Voici la lettre que Ronnie Kasrils a adressé au tribunal de Versailles avant le procès. Nous allons publier tous les témoignages écrits des témoins qui n’ont pu être entendus.
Ronnie Kasrils, lors de notre concert « Free Palestine » à la Porte de Paris le 1er novembre 2015
Ronald KASRILS
Johannesbourg, République d’Afrique du Sud
Vice-ministre de la Défense (1994-99)
Ministre des Forêts et des Eaux (1999-2004)
Ministre des Services de Renseignements (2004-2008)
Le 6 mars 2018
A l’attention de Mme la Présidente de la 8ème chambre correctionnelle du Tribunal de Versailles
Madame la Présidente,
C’est en ma qualité d’ancien ministre ayant servi à plusieurs reprises le gouvernement démocratique de l’Afrique du Sud (voir ci-dessus le détail de mes participations) entre 1994 et mon départ à la retraite en 2008 que je m’adresse aujourd’hui à vous, non sans rappeler les relations de coopération que j’avais entretenues en leur temps avec les autorités françaises.
Je viens de prendre connaissance, avec toute l’attention requise, des poursuites dont est l’objet Mme Olivia Zémor devant votre juridiction, au sujet d’une manifestation de 2011 où il avait été demandé à la chanteuse Vanessa Paradis de ne pas aller se produire en concert en Israël.
Cette affaire m’intéresse et me concerne en tant que partisan déclaré de la Campagne Internationale de Boycott – Désinvestissement – Sanctions (BDS) visant l’occupation illégale, par Israël, des territoires palestiniens, la violation, par cet Etat, d’innombrables résolutions des Nations-Unies, et son traitement brutal du peuple palestinien auquel sont déniés tous droits humains.
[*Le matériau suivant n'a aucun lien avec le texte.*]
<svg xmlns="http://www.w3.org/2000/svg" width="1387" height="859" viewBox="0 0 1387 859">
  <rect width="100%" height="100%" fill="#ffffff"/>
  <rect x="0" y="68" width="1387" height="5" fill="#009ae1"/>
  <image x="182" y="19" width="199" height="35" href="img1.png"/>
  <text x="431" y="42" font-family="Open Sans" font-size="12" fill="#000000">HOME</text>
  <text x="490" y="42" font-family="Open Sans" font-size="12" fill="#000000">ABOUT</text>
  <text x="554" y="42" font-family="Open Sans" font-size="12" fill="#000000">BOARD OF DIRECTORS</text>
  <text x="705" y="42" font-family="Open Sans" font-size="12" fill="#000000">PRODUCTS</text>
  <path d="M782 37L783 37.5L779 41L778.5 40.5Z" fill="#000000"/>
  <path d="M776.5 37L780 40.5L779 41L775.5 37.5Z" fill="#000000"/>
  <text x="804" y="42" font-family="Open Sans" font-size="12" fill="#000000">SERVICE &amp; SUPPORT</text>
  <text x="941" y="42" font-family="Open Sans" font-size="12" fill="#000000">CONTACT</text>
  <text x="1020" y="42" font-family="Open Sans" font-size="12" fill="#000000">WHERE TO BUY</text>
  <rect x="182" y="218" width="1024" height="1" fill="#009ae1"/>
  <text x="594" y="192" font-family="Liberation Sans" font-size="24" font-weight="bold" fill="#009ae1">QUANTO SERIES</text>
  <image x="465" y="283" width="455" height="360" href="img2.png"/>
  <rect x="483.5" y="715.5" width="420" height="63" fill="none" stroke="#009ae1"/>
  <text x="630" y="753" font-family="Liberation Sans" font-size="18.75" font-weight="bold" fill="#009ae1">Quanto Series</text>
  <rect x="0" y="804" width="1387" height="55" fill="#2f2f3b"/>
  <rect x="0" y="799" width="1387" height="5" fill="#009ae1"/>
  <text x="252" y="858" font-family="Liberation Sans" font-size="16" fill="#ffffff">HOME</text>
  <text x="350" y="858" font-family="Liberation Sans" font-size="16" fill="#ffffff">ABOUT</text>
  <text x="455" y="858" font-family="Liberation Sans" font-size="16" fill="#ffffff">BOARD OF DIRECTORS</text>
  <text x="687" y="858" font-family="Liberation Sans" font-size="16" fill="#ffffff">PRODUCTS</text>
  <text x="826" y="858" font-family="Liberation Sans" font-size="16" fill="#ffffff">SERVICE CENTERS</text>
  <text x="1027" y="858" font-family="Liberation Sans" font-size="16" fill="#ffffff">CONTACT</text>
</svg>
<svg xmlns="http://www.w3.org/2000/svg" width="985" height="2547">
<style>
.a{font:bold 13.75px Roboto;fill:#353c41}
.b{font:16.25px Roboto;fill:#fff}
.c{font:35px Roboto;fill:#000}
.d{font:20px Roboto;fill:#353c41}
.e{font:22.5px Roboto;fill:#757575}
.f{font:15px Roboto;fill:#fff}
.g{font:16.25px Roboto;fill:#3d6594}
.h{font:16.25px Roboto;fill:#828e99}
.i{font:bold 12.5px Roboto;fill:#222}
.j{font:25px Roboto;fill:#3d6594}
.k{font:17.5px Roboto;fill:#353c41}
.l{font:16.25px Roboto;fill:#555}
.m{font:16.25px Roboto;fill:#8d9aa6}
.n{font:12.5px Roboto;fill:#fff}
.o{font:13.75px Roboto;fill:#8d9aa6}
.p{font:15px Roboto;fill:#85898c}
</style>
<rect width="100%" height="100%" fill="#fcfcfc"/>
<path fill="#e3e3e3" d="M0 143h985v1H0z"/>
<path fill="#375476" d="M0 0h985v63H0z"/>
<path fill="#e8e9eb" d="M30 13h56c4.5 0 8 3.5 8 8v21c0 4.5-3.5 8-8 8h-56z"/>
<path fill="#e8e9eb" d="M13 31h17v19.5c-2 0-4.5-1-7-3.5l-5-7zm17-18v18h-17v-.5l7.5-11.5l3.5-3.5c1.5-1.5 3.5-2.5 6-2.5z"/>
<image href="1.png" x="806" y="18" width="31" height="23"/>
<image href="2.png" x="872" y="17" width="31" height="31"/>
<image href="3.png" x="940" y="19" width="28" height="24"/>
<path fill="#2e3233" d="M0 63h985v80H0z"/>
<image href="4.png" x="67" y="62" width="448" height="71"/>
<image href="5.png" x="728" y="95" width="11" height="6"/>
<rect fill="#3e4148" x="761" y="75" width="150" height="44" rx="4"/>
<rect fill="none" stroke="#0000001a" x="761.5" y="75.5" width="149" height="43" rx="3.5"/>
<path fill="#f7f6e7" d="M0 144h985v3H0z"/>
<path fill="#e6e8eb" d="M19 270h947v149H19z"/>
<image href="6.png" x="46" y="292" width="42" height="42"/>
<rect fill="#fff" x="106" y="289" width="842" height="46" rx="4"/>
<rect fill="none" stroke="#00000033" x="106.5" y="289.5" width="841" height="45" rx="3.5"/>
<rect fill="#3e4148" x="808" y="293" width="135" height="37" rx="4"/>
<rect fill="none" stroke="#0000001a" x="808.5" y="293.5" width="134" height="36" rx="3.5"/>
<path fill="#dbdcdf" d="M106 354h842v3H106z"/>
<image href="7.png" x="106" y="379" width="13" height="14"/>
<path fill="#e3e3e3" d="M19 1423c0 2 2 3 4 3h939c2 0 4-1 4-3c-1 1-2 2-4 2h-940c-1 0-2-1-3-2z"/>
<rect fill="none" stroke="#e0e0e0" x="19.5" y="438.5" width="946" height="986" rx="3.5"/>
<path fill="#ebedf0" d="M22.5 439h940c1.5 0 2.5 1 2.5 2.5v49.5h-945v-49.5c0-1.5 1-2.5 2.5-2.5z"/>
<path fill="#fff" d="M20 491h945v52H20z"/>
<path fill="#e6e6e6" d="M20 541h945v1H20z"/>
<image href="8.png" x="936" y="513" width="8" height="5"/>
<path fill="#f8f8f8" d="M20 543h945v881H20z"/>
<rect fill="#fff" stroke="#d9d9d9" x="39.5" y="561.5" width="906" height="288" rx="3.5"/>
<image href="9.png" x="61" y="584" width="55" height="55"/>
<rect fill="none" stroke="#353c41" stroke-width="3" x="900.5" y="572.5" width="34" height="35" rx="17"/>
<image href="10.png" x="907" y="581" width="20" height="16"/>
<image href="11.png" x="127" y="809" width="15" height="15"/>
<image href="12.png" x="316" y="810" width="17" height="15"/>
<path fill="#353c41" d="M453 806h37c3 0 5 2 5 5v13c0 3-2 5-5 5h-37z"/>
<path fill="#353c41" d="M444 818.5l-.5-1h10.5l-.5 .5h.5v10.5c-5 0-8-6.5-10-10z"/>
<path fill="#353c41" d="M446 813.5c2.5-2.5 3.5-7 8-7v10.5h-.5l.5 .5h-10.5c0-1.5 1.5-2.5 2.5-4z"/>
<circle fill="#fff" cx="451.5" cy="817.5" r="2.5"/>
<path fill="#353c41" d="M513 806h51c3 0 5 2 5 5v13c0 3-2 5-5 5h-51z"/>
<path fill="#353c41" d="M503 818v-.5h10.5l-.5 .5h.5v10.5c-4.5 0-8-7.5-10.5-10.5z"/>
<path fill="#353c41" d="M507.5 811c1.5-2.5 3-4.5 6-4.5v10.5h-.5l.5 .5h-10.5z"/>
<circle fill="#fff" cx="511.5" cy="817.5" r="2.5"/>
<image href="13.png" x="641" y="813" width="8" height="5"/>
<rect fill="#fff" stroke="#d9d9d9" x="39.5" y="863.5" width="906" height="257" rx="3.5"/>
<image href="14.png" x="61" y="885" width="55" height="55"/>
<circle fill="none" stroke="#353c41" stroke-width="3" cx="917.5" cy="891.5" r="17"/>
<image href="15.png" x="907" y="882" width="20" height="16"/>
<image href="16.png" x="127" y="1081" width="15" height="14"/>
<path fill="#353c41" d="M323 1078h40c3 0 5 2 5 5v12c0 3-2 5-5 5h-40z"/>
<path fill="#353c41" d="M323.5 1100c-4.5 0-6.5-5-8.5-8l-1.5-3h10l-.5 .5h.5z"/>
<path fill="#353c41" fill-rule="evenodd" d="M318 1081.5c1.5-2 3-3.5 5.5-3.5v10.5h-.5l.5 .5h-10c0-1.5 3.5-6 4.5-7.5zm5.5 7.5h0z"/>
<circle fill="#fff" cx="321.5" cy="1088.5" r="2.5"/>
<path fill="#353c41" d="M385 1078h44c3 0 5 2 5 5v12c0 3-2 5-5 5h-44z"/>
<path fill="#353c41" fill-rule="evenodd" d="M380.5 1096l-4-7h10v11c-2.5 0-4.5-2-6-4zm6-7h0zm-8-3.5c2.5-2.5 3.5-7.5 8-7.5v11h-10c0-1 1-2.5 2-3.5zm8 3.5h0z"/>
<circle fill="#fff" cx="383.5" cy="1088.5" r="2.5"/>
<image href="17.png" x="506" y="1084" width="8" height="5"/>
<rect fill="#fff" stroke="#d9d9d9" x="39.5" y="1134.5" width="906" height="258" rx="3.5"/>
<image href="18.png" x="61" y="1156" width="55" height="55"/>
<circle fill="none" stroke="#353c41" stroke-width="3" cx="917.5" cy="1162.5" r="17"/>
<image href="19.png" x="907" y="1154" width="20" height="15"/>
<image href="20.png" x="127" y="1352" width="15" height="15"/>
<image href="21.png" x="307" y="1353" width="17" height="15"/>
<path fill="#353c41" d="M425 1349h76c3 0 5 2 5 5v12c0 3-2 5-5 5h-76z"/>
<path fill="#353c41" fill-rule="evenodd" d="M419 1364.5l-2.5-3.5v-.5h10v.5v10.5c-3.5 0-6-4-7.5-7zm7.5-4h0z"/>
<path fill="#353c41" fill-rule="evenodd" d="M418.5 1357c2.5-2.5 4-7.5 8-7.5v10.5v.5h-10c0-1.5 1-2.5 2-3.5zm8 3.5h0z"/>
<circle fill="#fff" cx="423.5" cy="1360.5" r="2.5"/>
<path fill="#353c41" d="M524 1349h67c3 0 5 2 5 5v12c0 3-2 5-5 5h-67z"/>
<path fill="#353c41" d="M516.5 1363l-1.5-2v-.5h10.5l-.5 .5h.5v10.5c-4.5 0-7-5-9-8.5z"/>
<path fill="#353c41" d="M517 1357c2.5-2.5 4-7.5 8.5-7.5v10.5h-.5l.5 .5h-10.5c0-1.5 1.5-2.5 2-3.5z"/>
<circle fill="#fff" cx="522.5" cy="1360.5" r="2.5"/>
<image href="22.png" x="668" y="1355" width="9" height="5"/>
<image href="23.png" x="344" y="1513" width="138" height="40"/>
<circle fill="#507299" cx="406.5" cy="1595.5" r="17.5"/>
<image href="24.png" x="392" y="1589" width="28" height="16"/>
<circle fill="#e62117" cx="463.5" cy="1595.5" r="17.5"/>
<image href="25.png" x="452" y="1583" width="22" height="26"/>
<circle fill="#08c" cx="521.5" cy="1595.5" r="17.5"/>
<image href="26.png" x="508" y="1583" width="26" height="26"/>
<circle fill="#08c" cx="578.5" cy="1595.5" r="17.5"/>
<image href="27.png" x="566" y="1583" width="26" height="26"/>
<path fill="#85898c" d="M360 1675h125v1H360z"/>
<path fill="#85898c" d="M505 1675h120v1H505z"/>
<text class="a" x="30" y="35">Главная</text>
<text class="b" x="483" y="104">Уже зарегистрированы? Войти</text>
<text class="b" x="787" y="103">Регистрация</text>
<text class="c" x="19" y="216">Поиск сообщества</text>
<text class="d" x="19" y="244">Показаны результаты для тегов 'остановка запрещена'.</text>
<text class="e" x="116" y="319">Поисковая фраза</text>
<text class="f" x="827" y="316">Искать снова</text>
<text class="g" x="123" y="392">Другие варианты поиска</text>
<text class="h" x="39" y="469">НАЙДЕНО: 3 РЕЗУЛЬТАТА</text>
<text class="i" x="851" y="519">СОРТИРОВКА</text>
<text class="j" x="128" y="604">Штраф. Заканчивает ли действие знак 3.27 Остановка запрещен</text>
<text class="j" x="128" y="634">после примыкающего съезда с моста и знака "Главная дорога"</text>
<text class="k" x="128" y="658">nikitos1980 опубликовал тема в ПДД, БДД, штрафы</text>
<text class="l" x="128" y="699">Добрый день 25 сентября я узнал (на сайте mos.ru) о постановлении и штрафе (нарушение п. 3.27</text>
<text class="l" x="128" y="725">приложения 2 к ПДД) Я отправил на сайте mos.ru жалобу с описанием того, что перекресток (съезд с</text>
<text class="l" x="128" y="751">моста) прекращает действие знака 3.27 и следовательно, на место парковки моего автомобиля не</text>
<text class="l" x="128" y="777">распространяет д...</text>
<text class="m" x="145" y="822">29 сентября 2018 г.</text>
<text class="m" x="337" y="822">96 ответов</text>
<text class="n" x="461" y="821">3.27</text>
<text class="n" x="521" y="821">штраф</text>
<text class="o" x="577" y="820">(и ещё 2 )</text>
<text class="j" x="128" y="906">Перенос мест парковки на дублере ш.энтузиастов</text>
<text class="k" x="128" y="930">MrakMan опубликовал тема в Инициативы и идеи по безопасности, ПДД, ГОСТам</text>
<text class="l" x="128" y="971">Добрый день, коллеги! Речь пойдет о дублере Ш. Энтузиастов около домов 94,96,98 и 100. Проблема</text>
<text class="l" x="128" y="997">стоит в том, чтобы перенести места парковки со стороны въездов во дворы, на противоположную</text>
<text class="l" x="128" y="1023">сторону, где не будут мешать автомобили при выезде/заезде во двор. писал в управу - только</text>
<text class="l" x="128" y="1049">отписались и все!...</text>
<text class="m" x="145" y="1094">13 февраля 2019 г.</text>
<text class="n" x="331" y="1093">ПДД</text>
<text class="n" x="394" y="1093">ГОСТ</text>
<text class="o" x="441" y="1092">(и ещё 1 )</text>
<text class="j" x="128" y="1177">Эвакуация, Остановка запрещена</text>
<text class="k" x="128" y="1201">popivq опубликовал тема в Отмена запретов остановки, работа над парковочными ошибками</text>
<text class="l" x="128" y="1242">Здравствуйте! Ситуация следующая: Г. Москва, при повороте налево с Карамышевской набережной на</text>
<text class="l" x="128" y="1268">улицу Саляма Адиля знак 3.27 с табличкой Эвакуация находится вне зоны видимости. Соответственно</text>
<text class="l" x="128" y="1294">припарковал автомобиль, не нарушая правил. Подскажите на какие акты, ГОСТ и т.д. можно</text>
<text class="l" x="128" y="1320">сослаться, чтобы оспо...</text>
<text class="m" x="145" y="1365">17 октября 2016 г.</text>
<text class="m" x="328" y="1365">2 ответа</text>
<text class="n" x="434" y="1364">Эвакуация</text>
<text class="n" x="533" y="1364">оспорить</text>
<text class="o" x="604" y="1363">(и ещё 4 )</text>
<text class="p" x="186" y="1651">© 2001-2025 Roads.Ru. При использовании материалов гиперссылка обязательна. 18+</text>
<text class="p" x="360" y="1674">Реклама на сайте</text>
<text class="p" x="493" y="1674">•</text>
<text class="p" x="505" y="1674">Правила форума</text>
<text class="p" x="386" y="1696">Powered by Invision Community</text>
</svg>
En fait, ma sensibilité à ce sujet doit beaucoup au fait que pour les grandes figures de notre mouvement de libération nationale, telles Nelson Mandela ou l’archevêque Desdmond Tutu, le soutien au droit du peuple palestinien à l’auto-détermination allait de soi. Mais j’ai pu également constater que notre propre lutte a pu retirer un grand bénéfice de la campagne internationale BDS menée en son temps contre le régime sud-africain de l’apartheid, campagne qui connut un large écho en France, et qui se concrétisa par l’adoption de sanctions par le gouvernement français lui-même.
Un nombre significatif de Sud-Africains d’origine juive –dont Denis Goldberg, qui avait été condamné à la détention perpétuelle en même temps que Nelson Mandela- soutiennent la campagne BDS , et ils rejettent avec dégoût l’idée que celle-ci soit violente, voire antisémite. Ici, nous faisons le parallèle entre cette campagne et celle qui était menée contre l’apartheid sud-africain : de la même manière que la lutte pour l’abolition de l’apartheid n’était pas un appel à la haine raciale contre les Blancs ou tout autre groupe racial, mais une forme pacifique de protestation contre un système injuste, de la même manière la campagne BDS n’a rien de discriminatoire à l’encontre des personnes juives.
J’ai appris que la chanteuse française Vanessa Paradis avait annulé un concert programmé à Tel Aviv, et j’en suis heureux. J’ai visionné la vidéo illustrant une manifestation de protestation contre ce projet de tournée en Israël, et cela me rappelle les innombrables manifestations de ce type, pendant des décennies un peu partout dans le monde, avant la chute du régime sud-africain de l’apartheid.
Madame la Présidente, c’est avec plaisir que je serai venu témoigner au procès intenté à Mme Zémor, mais les délais pour effectuer un tel voyage sont malheureusement trop courts.
Je fais confiance à la Justice de votre pays, et aux principes de votre grande révolution, qui garantissent la liberté de réunion et d’expression de chaque citoyen, notamment en ce qui concerne les actions de solidarité menées par la campagne BDS. Ce ne sont pas seulement les Sud-Africains, mais tous les citoyens du monde, qui devraient faire leur la célèbre déclaration de Nelson Mandela, pour qui « Nous autres Sud-Africains ne pourront pas nous sentir libres, tant que le peuple palestinien ne le sera pas lui aussi ».
Je vous prie de recevoir, Madame la Présidente, l’expression de ma haute considération.